The first includes fake emails claiming to come from the IRS or other legitimate organization, including government tax organizations or a financial company.
These communications can include bogus tax refunds to trick people into handing over bank details or false charges for tax fraud.
Some phishing emails may also ask the victim to call a phone number. In these cases, the scammer will pretend to be an IRS officer and take the person’s details over the phone.
Scammers send text messages pretending to be the IRS. These include contact numbers or links that direct users to a fake website asking for payments
Phishing is a text message that uses the same phishing technique but provides a link for users to click on, usually a fake website designed to look like an official IRS website.
Scammers often use alarming language such as, “Your account is now suspended” or “Report unusual activity” with a bogus “solutions” link to recover the recipient’s account.

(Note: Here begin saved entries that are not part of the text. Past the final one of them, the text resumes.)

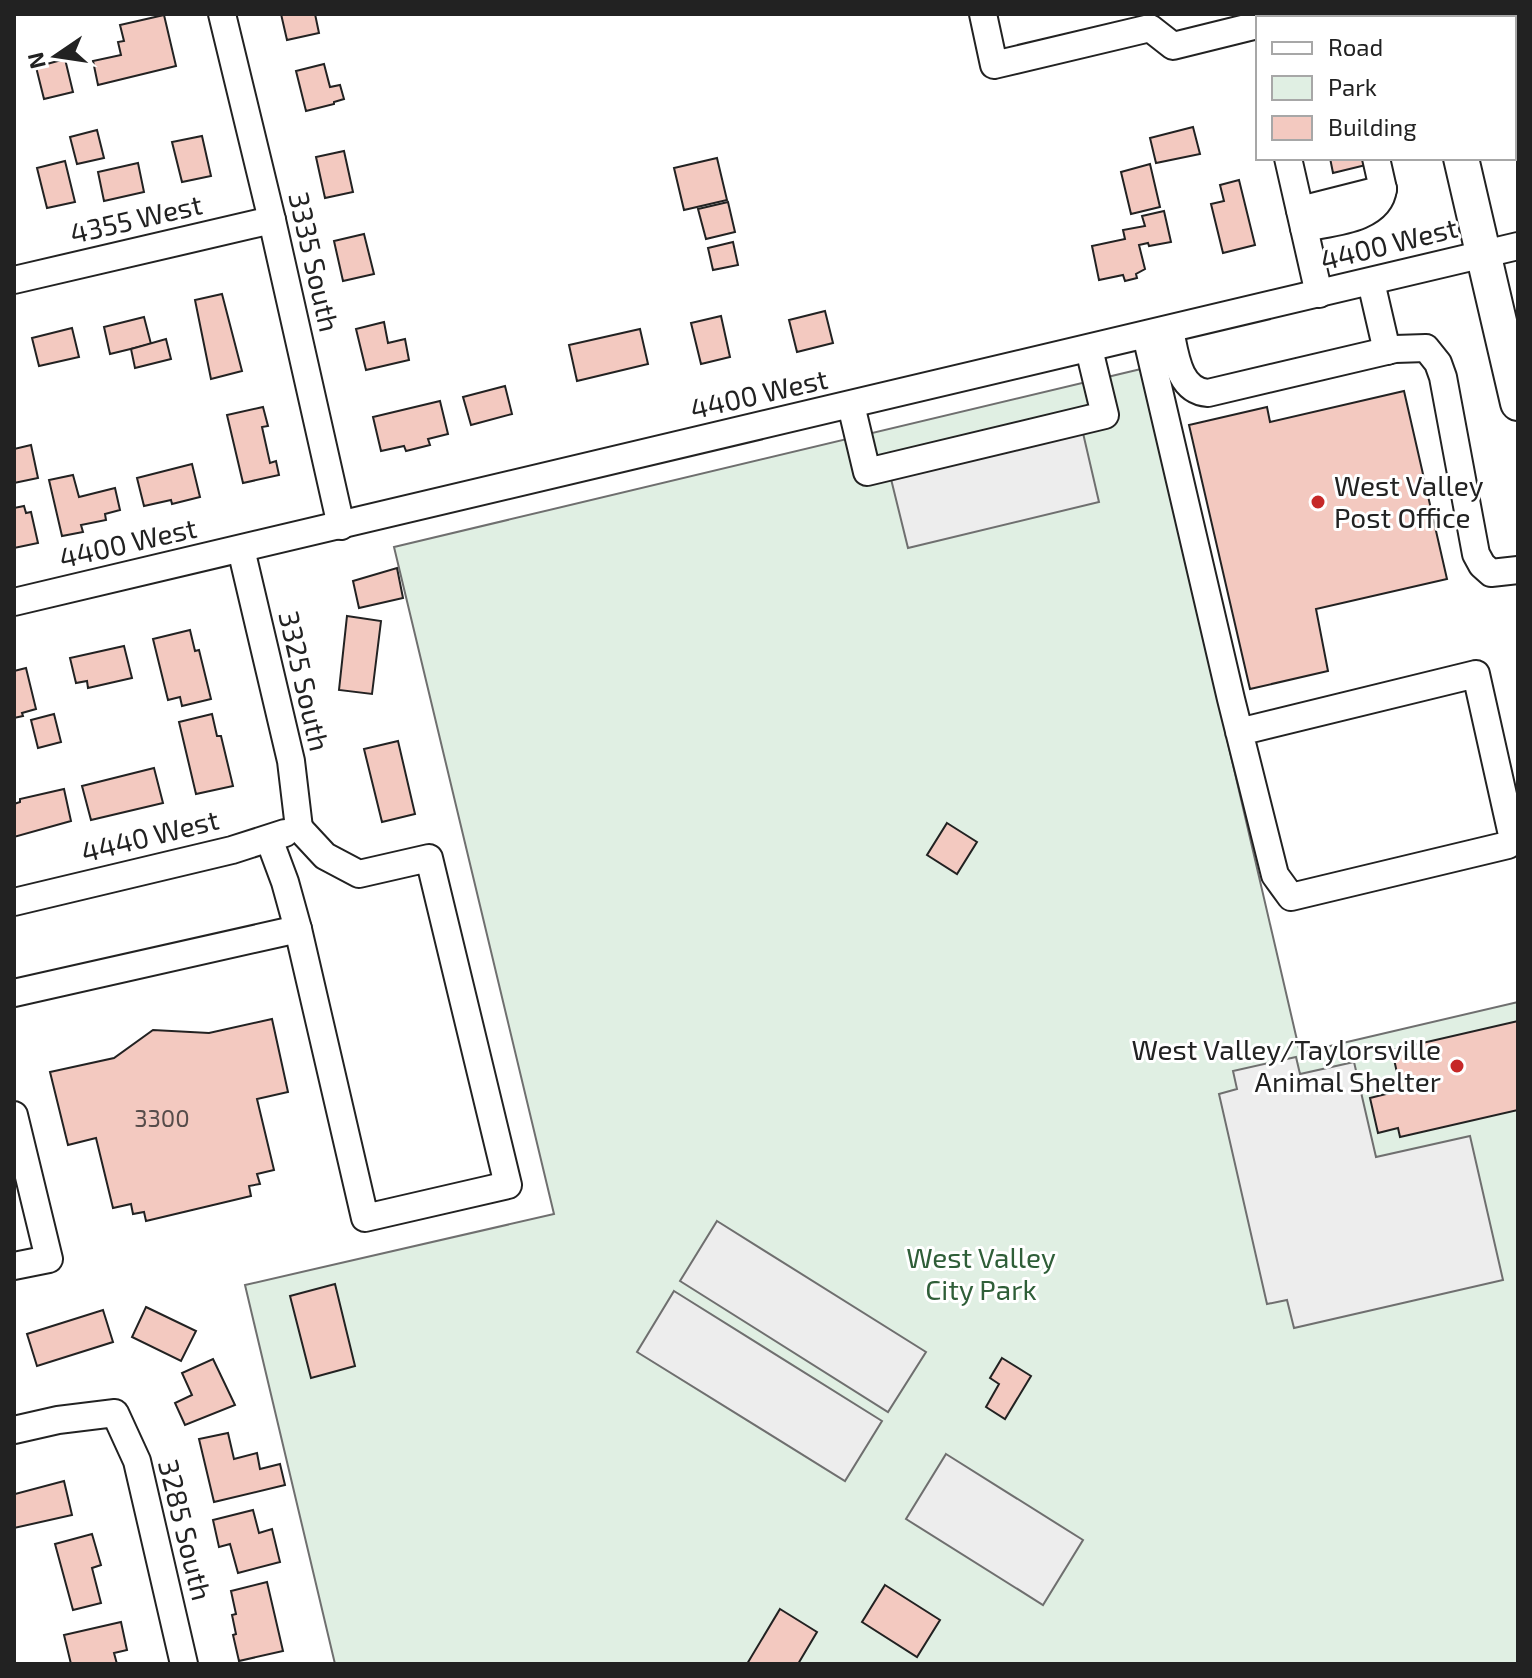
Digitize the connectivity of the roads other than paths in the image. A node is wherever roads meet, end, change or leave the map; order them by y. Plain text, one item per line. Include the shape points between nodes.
1 (222, 14) edge
2 (983, 14) edge
3 (1133, 23) edge
4 (1256, 25) edge
5 (1288, 160) edge
6 (1376, 160) edge
7 (1461, 160) edge
8 (1302, 219) junction
9 (272, 220) junction
10 (1518, 246) edge
11 (1483, 254) junction
12 (14, 280) edge
13 (1371, 282) junction
14 (1319, 294) junction
15 (1158, 333) junction
16 (1089, 349) junction
17 (1387, 351) junction
18 (1514, 364) edge
19 (1518, 403) edge
20 (851, 405) junction
21 (341, 526) junction
22 (241, 549) junction
23 (1518, 570) edge
24 (14, 602) edge
25 (1239, 732) junction
26 (299, 828) junction
27 (269, 839) junction
28 (14, 902) edge
29 (298, 929) junction
30 (14, 993) edge
31 (14, 1115) edge
32 (14, 1266) edge
33 (14, 1430) edge
34 (184, 1664) edge

1 - 9 street, 3335 South
2 - 3 street via 994,65
3 - 4 street via 1150,28 1173,46
5 - 8 street
6 - 8 street via 1383,189
7 - 11 main road
8 - 14 street
9 - 12 street, 4355 West
9 - 21 street, 3335 South
10 - 11 street, 4400 West
11 - 13 street, 4400 West
11 - 18 main road
13 - 14 street, 4400 West
13 - 17 street
14 - 15 street, 4400 West
15 - 16 street, 4400 West
15 - 17 street via 1185,381 1201,393
15 - 25 street
16 - 20 street, 4400 West
16 - 20 street via 1105,415 867,472
17 - 23 street via 1420,346 1438,363 1476,554 1491,573
18 - 19 main road
20 - 21 street, 4400 West
21 - 22 street, 4400 West
22 - 24 street, 4400 West
22 - 26 street, 3325 South via 291,761
25 - 25 street via 1275,875 1291,897 1508,845 1512,835 1476,674
26 - 27 street, 4440 West
26 - 29 street via 325,856 359,874 429,858 508,1185 365,1218
27 - 28 street, 4440 West
27 - 29 street
29 - 30 street
31 - 32 street via 49,1259
33 - 34 street, 3285 South via 115,1413 137,1461

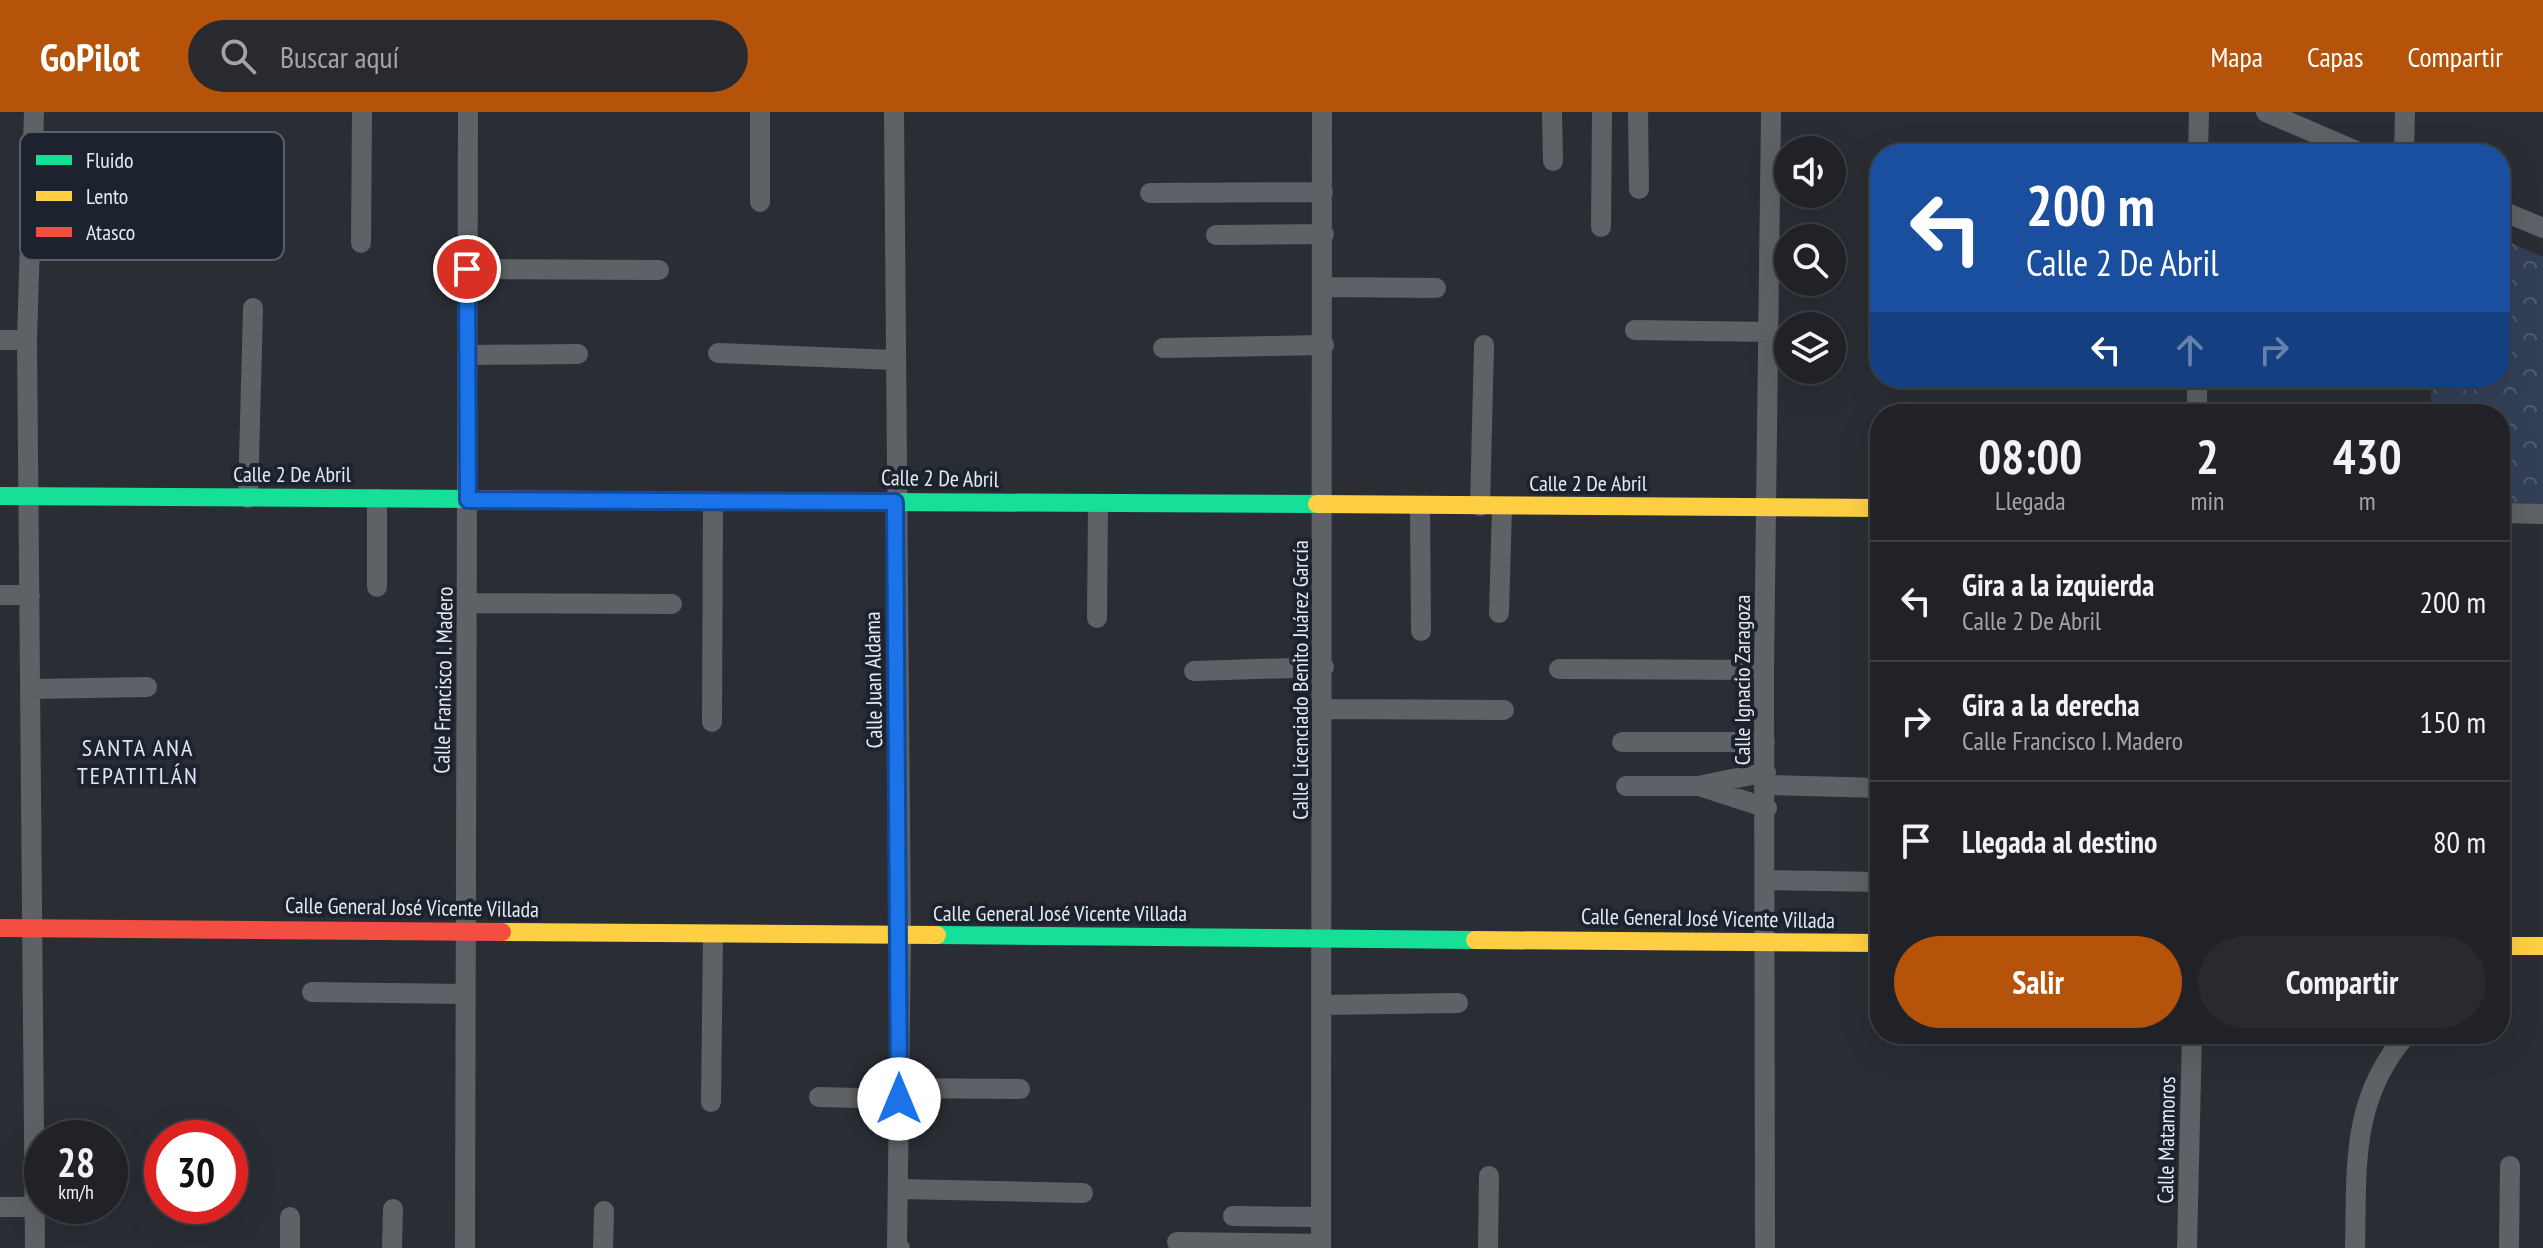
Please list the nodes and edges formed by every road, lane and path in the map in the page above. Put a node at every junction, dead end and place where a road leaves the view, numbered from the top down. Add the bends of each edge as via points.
1 (34, 112) edge
2 (362, 112) edge
3 (468, 112) edge
4 (760, 112) edge
5 (894, 112) edge
6 (1322, 112) edge
7 (1552, 112) edge
8 (1602, 112) edge
9 (1638, 112) edge
10 (1771, 112) edge
11 (2199, 112) edge
12 (2266, 112) edge
13 (2405, 112) edge
14 (33, 132) edge
15 (2198, 144) edge
16 (2340, 144) edge
17 (2404, 144) edge
18 (1553, 161) dead end
19 (1639, 189) dead end
20 (1323, 192) junction
21 (1150, 193) dead end
22 (760, 202) dead end
23 (2510, 214) edge
24 (1601, 227) dead end
25 (2543, 228) edge
26 (1324, 234) junction
27 (1216, 235) dead end
28 (361, 243) dead end
29 (29, 260) edge
30 (467, 269) junction
31 (659, 270) dead end
32 (1325, 287) junction
33 (1436, 288) dead end
34 (253, 308) dead end
35 (1635, 330) dead end
36 (1770, 332) junction
37 (0, 340) edge
38 (27, 340) junction
39 (1324, 345) junction
40 (1484, 345) dead end
41 (1163, 348) dead end
42 (718, 353) dead end
43 (578, 354) dead end
44 (468, 355) junction
45 (895, 360) junction
46 (0, 496) edge
47 (29, 496) junction
48 (248, 498) junction
49 (377, 499) junction
50 (468, 500) junction
51 (713, 501) junction
52 (895, 502) junction
53 (1098, 504) junction
54 (1324, 506) junction
55 (1420, 506) junction
56 (1480, 506) junction
57 (1502, 507) junction
58 (1768, 508) junction
59 (1870, 508) edge
60 (2510, 513) edge
61 (2543, 514) edge
62 (377, 587) dead end
63 (0, 595) edge
64 (30, 595) junction
65 (468, 603) junction
66 (672, 604) dead end
67 (1499, 613) dead end
68 (1097, 618) dead end
69 (1421, 631) dead end
70 (1324, 667) junction
71 (1559, 669) dead end
72 (1764, 670) junction
73 (1194, 671) dead end
74 (147, 687) dead end
75 (31, 689) junction
76 (1324, 709) junction
77 (1504, 710) dead end
78 (712, 722) dead end
79 (1622, 742) dead end
80 (1765, 742) junction
81 (1766, 778) junction
82 (1626, 786) dead end
83 (1698, 786) junction
84 (1870, 787) edge
85 (1767, 808) junction
86 (1767, 880) junction
87 (1870, 882) edge
88 (33, 927) junction
89 (0, 928) edge
90 (464, 931) junction
91 (713, 935) junction
92 (1323, 936) junction
93 (901, 938) junction
94 (1870, 943) edge
95 (1767, 944) junction
96 (2510, 946) edge
97 (2543, 946) edge
98 (312, 992) dead end
99 (465, 994) junction
100 (1458, 1003) dead end
101 (1322, 1005) junction
102 (2192, 1044) edge
103 (2398, 1044) edge
104 (1020, 1089) dead end
105 (899, 1093) junction
106 (819, 1097) dead end
107 (711, 1102) dead end
108 (34, 1120) edge
109 (2510, 1166) dead end
110 (1489, 1176) dead end
111 (898, 1189) junction
112 (1083, 1193) dead end
113 (0, 1207) edge
114 (24, 1207) edge
115 (393, 1209) dead end
116 (604, 1211) dead end
117 (1233, 1216) dead end
118 (290, 1217) dead end
119 (1321, 1217) junction
120 (35, 1224) edge
121 (1177, 1242) dead end
122 (1321, 1246) edge
123 (35, 1248) edge
124 (290, 1248) edge
125 (392, 1248) edge
126 (465, 1248) edge
127 (603, 1248) edge
128 (898, 1248) edge
129 (1488, 1248) edge
130 (1765, 1248) edge
131 (2187, 1248) edge
132 (2355, 1248) edge
133 (2509, 1248) edge

1 - 14 street
2 - 28 street
3 - 30 street, Calle Francisco I. Madero
4 - 22 street
5 - 45 street, Calle Juan Aldama
6 - 20 street, Calle Licenciado Benito Juárez García
7 - 18 street
8 - 24 street
9 - 19 street
10 - 36 street, Calle Ignacio Zaragoza
11 - 15 street
12 - 16 street
13 - 17 street
20 - 21 street
20 - 26 street, Calle Licenciado Benito Juárez García
23 - 25 street
26 - 27 street
26 - 32 street, Calle Licenciado Benito Juárez García
29 - 38 street
30 - 31 street
30 - 44 street, Calle Francisco I. Madero
32 - 33 street
32 - 39 street, Calle Licenciado Benito Juárez García
34 - 48 street
35 - 36 street
36 - 58 street, Calle Ignacio Zaragoza
37 - 38 street
38 - 47 street
39 - 41 street
39 - 54 street, Calle Licenciado Benito Juárez García
40 - 56 street
42 - 45 street
43 - 44 street
44 - 50 street, Calle Francisco I. Madero
45 - 52 street, Calle Juan Aldama
46 - 47 main road, Calle 2 De Abril
47 - 48 main road, Calle 2 De Abril
47 - 64 street
48 - 49 main road, Calle 2 De Abril
49 - 50 main road, Calle 2 De Abril
49 - 62 street
50 - 51 main road, Calle 2 De Abril
50 - 65 street, Calle Francisco I. Madero
51 - 52 main road, Calle 2 De Abril
51 - 78 street
52 - 53 main road, Calle 2 De Abril
52 - 93 street, Calle Juan Aldama
53 - 54 main road, Calle 2 De Abril
53 - 68 street
54 - 55 main road, Calle 2 De Abril
54 - 70 street, Calle Licenciado Benito Juárez García
55 - 56 main road, Calle 2 De Abril
55 - 69 street
56 - 57 main road, Calle 2 De Abril
57 - 58 main road, Calle 2 De Abril
57 - 67 street
58 - 59 main road, Calle 2 De Abril
58 - 72 street, Calle Ignacio Zaragoza
60 - 61 street
63 - 64 street
64 - 75 street
65 - 66 street
65 - 90 street, Calle Francisco I. Madero
70 - 73 street
70 - 76 street, Calle Licenciado Benito Juárez García
71 - 72 street
72 - 80 street, Calle Ignacio Zaragoza
74 - 75 street
75 - 88 street
76 - 77 street
76 - 92 street, Calle Licenciado Benito Juárez García
79 - 80 street
80 - 81 street, Calle Ignacio Zaragoza
81 - 83 street
81 - 84 street
81 - 85 street, Calle Ignacio Zaragoza
82 - 83 street
83 - 85 street
85 - 86 street, Calle Ignacio Zaragoza
86 - 87 street
86 - 95 street, Calle Ignacio Zaragoza
88 - 89 main road, Calle General José Vicente Villada
88 - 90 main road, Calle General José Vicente Villada
88 - 108 street
90 - 91 main road, Calle General José Vicente Villada
90 - 99 street, Calle Francisco I. Madero
91 - 93 main road, Calle General José Vicente Villada
91 - 107 street
92 - 93 main road, Calle General José Vicente Villada
92 - 95 main road, Calle General José Vicente Villada
92 - 101 street, Calle Licenciado Benito Juárez García
93 - 105 street, Calle Juan Aldama
94 - 95 main road, Calle General José Vicente Villada
95 - 130 street, Calle Ignacio Zaragoza
96 - 97 main road
98 - 99 street
99 - 126 street, Calle Francisco I. Madero
100 - 101 street
101 - 119 street, Calle Licenciado Benito Juárez García
102 - 131 street, Calle Matamoros
103 - 132 street via 2370,1088 2360,1122
104 - 105 street
105 - 106 street
105 - 111 street, Calle Juan Aldama
109 - 133 street
110 - 129 street
111 - 112 street
111 - 128 street, Calle Juan Aldama
113 - 114 street
115 - 125 street
116 - 127 street
117 - 119 street
118 - 124 street
119 - 122 street, Calle Licenciado Benito Juárez García
120 - 123 street
121 - 122 street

Unexpected tax refunds are another potential target for scam artists.
Beware of these scams
Phishing: Scammers will create fake emails that look like they came from the IRS.
These messages will ask for payment through a link or ask people to submit their information.
Phishing schemes may also tell people they need to provide bank details to get your money back.
Smiling: This is phishing by SMS and text messages.
The letters are often threatening and demanding that the target be sued by the IRS. Sometimes they claim that an arrest warrant has been issued for the person.
The script will then ask the victim to call a number or click on a link.
Phone calls: The caller will say the victim is eligible for a tax refund, then ask for personal information and bank details to make the payment.
If it looks suspicious, or you have no reason to suspect a call, call the scam hotline.
The scammers created a fake phone number and then sent mass text messages to hundreds, sometimes thousands, of unsolicited targets.
There are many ways scammers obtain their victims’ phone numbers – but they are usually deleted from the huge databases on the Internet.
“Email and text message scams are relentless, and scammers often use tax season as a way to scam people,” said Werfel.
With people wanting to receive the latest information about a refund or other tax issue, scammers will regularly appear to be the IRS, government tax agency, or others in the tax industry in emails and texts.
“People have to be very careful about unexpected messages like this that can be a trap, especially during logging season.”
Taxpayers will also start to see scam calls ringing throughout the day and although it looks dated, this method was a very successful attack.
The voice on the other end will indicate that it is with the IRS, and demand immediate payment through some method such as a credit card or gift card.
These scammers may go so far as to threaten arrest, revoke their driver’s license, and even deportation if victims do not hand over the requested amount or provide personal information.
Christopher Brown, an attorney with the Federal Trade Commission, told NPR that the IRS would never threaten taxpayers with arrest or demand immediate payment over the phone.
This is because citizens can contest or question the amount they owe in taxes, and payments are usually prepared through written communications.
“This newer tactic of luring people in with promises of a tax refund or rebate via email or text is often used as a scam or scam,” Brown said.
Officials caution against trusting caller ID, which can also be changed to display any name or organization.
The IRS states on its website: “Individuals should never respond to phishing, tax-related phishing, or click on a URL link.”
Instead, scams should be reported by sending email or a copy of the text/SMS as an attachment to firstname.lastname@example.org.
The report should include the caller ID (email or phone number), date, time, time zone, and the number that received the message.